Task details –
Please look for the string "names" below and report every line in which it occurs.

•••••

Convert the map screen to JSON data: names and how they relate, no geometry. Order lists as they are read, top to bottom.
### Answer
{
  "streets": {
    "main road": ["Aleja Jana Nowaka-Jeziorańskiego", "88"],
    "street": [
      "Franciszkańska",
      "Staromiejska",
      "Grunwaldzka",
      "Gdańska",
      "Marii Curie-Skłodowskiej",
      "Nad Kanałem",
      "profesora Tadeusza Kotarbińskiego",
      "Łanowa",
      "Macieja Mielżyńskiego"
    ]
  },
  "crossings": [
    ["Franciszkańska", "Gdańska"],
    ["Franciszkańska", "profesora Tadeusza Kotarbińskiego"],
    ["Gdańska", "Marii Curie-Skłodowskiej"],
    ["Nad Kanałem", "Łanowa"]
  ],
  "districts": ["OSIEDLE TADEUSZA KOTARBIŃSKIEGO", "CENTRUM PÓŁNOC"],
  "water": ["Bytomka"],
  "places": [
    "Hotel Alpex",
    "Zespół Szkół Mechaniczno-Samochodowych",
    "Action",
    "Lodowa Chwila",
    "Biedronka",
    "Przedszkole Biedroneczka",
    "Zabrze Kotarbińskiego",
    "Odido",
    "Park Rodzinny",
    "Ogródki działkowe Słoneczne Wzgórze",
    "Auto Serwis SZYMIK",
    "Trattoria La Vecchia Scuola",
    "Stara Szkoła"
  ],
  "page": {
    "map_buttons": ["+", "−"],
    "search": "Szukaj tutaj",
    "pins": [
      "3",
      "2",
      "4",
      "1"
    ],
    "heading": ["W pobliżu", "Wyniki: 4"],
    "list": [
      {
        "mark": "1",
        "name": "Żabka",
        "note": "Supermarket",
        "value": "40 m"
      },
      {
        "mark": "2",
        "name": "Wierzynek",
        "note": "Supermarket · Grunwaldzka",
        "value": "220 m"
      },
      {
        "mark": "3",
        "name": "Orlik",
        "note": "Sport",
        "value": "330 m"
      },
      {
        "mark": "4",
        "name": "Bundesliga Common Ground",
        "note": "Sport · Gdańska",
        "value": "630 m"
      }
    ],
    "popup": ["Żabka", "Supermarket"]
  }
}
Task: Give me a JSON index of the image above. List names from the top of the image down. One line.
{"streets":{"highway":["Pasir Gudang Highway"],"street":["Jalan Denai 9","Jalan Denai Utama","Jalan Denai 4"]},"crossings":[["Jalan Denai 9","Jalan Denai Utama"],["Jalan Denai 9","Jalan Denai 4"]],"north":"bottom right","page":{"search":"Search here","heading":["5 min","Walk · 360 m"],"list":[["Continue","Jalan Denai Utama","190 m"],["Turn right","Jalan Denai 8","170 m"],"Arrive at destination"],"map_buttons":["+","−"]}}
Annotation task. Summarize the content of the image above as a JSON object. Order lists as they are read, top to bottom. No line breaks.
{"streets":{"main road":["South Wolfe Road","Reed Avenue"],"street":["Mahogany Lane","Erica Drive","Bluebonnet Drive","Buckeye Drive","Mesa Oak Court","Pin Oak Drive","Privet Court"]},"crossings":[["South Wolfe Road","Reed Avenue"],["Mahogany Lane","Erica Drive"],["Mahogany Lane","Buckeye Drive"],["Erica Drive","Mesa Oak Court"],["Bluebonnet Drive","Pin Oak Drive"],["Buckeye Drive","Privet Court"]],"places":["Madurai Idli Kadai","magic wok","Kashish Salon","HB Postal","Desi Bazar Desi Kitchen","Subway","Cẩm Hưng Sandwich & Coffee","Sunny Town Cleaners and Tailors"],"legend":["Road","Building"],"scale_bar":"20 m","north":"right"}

•••••

Answer area –
Convert the map screen to JSON data: names and how they relate, no geometry. Order lists as they are read, top to bottom.
Task: Give me a JSON index of the image above. List names from the top of the image down. One line.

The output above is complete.